Stored data:
####################

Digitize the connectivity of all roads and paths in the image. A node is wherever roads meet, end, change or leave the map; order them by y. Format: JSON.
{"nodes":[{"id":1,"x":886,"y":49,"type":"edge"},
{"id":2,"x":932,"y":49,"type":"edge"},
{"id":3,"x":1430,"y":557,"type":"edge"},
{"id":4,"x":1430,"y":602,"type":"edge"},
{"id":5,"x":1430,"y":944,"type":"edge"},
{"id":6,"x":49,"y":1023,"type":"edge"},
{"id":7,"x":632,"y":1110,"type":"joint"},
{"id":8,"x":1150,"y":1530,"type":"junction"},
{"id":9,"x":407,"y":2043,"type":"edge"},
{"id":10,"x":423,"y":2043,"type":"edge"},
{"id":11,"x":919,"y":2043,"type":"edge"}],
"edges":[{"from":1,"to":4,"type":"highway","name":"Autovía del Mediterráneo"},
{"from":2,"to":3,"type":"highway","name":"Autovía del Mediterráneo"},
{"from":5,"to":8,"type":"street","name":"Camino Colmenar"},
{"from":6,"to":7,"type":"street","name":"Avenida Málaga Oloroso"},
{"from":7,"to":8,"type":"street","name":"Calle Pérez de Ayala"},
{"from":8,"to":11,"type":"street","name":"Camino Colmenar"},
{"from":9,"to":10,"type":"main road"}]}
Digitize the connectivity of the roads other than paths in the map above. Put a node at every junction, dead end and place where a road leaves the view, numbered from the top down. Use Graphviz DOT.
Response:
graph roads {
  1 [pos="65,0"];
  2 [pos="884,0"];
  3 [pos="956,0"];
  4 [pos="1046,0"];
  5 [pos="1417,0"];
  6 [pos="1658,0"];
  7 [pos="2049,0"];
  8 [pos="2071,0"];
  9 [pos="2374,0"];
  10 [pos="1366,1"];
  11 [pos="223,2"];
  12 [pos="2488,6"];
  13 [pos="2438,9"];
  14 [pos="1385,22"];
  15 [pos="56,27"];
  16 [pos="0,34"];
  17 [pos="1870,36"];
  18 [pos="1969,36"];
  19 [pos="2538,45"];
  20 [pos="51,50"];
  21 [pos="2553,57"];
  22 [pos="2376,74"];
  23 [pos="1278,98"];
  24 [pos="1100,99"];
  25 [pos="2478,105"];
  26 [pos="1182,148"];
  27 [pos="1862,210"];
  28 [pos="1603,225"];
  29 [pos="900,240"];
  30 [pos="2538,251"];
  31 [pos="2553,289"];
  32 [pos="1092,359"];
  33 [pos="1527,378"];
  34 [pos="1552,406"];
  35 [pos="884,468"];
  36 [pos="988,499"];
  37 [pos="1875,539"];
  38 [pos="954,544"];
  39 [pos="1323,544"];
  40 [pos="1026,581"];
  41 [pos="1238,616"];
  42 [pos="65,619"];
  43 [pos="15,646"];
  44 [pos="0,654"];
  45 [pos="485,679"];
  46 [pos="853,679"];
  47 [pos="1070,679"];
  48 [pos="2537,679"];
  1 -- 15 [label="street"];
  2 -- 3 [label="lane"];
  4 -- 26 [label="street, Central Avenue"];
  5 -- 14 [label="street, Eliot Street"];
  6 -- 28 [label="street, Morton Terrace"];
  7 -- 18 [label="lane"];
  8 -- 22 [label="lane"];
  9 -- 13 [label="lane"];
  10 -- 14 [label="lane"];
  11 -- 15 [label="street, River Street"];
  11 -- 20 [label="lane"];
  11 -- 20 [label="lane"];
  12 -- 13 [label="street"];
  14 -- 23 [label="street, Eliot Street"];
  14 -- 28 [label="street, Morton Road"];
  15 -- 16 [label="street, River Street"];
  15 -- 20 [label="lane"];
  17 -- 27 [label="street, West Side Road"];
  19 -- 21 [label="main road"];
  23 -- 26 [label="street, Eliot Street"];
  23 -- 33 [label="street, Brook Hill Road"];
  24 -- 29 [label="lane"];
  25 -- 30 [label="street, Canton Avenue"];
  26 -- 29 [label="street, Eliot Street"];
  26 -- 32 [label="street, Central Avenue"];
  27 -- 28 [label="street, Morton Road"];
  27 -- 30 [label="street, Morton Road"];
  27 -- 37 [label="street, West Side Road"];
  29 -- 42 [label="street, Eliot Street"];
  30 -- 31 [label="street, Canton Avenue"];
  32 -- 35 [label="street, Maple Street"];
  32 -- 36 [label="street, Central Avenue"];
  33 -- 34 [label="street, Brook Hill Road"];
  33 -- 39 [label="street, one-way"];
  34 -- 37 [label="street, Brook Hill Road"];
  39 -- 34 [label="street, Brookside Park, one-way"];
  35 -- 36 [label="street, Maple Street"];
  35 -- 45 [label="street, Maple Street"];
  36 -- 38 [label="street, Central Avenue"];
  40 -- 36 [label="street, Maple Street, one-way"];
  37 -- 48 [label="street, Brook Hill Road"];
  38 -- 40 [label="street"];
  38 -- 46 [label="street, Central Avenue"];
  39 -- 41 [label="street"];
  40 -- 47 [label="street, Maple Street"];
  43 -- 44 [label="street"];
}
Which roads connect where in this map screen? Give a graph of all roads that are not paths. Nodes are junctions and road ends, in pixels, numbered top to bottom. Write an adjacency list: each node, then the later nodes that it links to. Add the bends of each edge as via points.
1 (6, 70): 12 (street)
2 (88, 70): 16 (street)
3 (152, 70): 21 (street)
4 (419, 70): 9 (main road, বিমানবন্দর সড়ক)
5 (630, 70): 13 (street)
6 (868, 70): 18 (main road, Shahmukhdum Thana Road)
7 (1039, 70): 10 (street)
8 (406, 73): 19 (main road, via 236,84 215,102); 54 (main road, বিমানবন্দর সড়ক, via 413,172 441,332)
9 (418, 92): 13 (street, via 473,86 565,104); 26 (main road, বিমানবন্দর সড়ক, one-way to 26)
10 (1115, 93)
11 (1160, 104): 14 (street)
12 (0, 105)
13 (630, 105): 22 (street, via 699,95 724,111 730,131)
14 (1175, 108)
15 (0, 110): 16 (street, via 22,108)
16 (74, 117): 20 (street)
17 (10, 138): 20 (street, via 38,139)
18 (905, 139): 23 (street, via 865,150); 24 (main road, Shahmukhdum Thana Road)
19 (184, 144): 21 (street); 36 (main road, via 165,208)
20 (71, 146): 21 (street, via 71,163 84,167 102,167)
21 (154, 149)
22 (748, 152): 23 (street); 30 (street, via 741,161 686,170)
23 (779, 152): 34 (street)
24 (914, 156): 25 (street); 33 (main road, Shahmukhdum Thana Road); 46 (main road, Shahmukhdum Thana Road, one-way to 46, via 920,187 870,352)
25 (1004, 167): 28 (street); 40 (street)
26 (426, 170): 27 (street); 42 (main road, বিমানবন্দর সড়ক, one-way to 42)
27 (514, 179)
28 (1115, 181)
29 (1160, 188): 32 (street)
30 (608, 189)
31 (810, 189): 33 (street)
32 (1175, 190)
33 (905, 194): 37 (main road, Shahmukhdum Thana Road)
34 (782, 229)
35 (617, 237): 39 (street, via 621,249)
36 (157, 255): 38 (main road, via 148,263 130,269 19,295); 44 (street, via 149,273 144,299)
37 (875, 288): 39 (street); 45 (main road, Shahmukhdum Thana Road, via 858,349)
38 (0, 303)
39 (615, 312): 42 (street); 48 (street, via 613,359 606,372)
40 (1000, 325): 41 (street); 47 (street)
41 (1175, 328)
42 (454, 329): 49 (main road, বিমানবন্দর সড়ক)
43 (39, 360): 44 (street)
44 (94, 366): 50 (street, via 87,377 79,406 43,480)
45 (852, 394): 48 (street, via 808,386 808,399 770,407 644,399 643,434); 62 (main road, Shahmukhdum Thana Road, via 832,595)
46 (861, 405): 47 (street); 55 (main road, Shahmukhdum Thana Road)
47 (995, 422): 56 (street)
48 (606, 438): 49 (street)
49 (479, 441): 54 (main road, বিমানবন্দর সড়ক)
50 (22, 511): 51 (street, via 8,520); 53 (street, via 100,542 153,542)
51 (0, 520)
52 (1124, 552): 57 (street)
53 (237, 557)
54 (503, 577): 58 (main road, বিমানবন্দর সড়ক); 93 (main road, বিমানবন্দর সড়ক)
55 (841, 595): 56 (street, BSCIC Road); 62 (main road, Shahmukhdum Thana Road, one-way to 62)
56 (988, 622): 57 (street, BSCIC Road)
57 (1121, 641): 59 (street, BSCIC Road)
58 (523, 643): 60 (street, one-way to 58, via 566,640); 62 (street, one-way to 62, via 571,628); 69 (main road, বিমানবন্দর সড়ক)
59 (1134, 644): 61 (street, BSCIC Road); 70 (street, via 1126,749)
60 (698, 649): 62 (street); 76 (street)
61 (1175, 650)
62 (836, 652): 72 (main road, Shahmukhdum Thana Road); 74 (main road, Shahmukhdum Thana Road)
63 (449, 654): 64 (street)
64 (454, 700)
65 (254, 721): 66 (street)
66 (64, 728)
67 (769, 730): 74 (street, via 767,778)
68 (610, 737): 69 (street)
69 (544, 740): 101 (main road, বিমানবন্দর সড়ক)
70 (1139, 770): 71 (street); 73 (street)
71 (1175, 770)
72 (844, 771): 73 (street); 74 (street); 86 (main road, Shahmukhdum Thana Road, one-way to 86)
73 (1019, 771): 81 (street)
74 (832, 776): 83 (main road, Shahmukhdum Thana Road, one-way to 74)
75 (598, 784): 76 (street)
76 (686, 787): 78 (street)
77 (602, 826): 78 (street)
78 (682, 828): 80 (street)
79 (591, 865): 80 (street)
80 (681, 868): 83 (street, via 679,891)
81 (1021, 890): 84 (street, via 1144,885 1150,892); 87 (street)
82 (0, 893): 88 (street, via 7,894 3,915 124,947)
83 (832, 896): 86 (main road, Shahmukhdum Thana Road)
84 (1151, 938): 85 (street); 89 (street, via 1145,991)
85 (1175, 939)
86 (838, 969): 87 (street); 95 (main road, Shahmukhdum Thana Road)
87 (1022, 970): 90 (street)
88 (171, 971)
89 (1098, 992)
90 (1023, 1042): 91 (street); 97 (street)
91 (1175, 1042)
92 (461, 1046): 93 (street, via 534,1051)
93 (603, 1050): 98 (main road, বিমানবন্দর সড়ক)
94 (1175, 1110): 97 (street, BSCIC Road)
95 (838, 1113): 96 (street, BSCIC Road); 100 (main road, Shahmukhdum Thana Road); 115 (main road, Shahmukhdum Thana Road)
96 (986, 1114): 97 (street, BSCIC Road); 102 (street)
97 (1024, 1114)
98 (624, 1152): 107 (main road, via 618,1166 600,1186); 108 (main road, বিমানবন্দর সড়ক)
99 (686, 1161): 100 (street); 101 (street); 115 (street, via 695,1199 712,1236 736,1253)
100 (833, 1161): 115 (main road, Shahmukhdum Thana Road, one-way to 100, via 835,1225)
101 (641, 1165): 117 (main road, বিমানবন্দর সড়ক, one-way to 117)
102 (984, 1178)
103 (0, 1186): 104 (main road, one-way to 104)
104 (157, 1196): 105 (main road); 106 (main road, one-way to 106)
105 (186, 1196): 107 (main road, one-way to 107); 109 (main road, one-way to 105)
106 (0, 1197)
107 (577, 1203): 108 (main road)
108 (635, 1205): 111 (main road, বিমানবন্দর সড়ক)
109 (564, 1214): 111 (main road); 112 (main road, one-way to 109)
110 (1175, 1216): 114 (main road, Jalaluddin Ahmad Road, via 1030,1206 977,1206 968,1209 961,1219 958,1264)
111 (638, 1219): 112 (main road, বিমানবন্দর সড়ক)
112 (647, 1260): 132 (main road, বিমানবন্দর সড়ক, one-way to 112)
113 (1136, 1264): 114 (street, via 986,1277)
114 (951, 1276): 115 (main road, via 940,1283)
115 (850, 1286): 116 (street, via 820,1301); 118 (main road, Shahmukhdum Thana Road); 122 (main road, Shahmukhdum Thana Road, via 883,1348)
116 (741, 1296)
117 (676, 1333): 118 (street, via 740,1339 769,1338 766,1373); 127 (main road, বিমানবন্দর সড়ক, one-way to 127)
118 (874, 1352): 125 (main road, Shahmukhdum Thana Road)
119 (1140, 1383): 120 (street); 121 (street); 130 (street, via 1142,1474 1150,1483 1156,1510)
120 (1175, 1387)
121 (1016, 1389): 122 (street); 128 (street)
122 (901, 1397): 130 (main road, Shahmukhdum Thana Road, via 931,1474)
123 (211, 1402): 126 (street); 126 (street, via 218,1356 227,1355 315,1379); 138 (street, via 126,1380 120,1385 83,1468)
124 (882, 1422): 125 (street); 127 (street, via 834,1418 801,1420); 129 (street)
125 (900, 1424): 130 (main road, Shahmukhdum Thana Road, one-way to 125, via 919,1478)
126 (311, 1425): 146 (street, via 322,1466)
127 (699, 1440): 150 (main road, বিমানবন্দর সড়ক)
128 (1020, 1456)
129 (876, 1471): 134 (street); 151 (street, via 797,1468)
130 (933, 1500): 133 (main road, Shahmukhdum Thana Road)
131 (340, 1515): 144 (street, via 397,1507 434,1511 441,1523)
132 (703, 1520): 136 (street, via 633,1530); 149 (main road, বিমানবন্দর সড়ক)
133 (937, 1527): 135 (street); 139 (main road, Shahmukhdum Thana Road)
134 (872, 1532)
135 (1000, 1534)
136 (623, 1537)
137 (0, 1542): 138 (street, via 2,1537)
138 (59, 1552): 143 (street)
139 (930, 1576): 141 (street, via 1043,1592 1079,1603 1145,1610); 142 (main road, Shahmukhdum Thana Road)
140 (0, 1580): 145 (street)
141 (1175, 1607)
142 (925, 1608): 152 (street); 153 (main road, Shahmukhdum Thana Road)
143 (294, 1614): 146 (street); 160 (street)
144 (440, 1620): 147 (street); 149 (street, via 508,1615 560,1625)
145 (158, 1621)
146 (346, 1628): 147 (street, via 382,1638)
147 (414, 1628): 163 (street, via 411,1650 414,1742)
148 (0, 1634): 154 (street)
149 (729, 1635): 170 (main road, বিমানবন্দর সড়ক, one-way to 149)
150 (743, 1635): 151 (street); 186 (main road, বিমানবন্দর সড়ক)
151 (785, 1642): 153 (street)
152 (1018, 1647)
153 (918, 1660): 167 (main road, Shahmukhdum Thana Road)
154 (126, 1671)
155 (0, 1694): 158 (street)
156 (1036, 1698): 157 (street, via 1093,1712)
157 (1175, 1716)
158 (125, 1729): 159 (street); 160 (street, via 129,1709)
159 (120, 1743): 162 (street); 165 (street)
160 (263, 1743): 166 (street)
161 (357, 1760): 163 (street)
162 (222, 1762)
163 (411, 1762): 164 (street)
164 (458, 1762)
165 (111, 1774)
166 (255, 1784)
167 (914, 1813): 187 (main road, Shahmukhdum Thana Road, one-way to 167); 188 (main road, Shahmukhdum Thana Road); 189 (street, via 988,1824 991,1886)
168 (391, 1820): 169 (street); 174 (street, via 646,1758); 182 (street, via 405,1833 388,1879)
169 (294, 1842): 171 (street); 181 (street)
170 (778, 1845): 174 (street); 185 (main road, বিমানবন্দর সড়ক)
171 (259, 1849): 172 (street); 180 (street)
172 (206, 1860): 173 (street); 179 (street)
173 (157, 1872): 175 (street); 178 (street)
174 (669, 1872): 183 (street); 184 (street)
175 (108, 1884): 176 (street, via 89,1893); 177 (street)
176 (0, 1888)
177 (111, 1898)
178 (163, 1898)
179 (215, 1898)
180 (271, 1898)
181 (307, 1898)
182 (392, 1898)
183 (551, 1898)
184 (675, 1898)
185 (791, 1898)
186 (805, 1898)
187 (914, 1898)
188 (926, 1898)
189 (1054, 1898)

####################

REQUIRED WORK:
Output each line of the records above exactly, beginning at the first, and stop once the line containing "Digitize the connectivity of the" has been output.

ANSWER BELOW:
Digitize the connectivity of all roads and paths in the image. A node is wherever roads meet, end, change or leave the map; order them by y. Format: JSON.
{"nodes":[{"id":1,"x":886,"y":49,"type":"edge"},
{"id":2,"x":932,"y":49,"type":"edge"},
{"id":3,"x":1430,"y":557,"type":"edge"},
{"id":4,"x":1430,"y":602,"type":"edge"},
{"id":5,"x":1430,"y":944,"type":"edge"},
{"id":6,"x":49,"y":1023,"type":"edge"},
{"id":7,"x":632,"y":1110,"type":"joint"},
{"id":8,"x":1150,"y":1530,"type":"junction"},
{"id":9,"x":407,"y":2043,"type":"edge"},
{"id":10,"x":423,"y":2043,"type":"edge"},
{"id":11,"x":919,"y":2043,"type":"edge"}],
"edges":[{"from":1,"to":4,"type":"highway","name":"Autovía del Mediterráneo"},
{"from":2,"to":3,"type":"highway","name":"Autovía del Mediterráneo"},
{"from":5,"to":8,"type":"street","name":"Camino Colmenar"},
{"from":6,"to":7,"type":"street","name":"Avenida Málaga Oloroso"},
{"from":7,"to":8,"type":"street","name":"Calle Pérez de Ayala"},
{"from":8,"to":11,"type":"street","name":"Camino Colmenar"},
{"from":9,"to":10,"type":"main road"}]}
Digitize the connectivity of the roads other than paths in the map above. Put a node at every junction, dead end and place where a road leaves the view, numbered from the top down. Use Graphviz DOT.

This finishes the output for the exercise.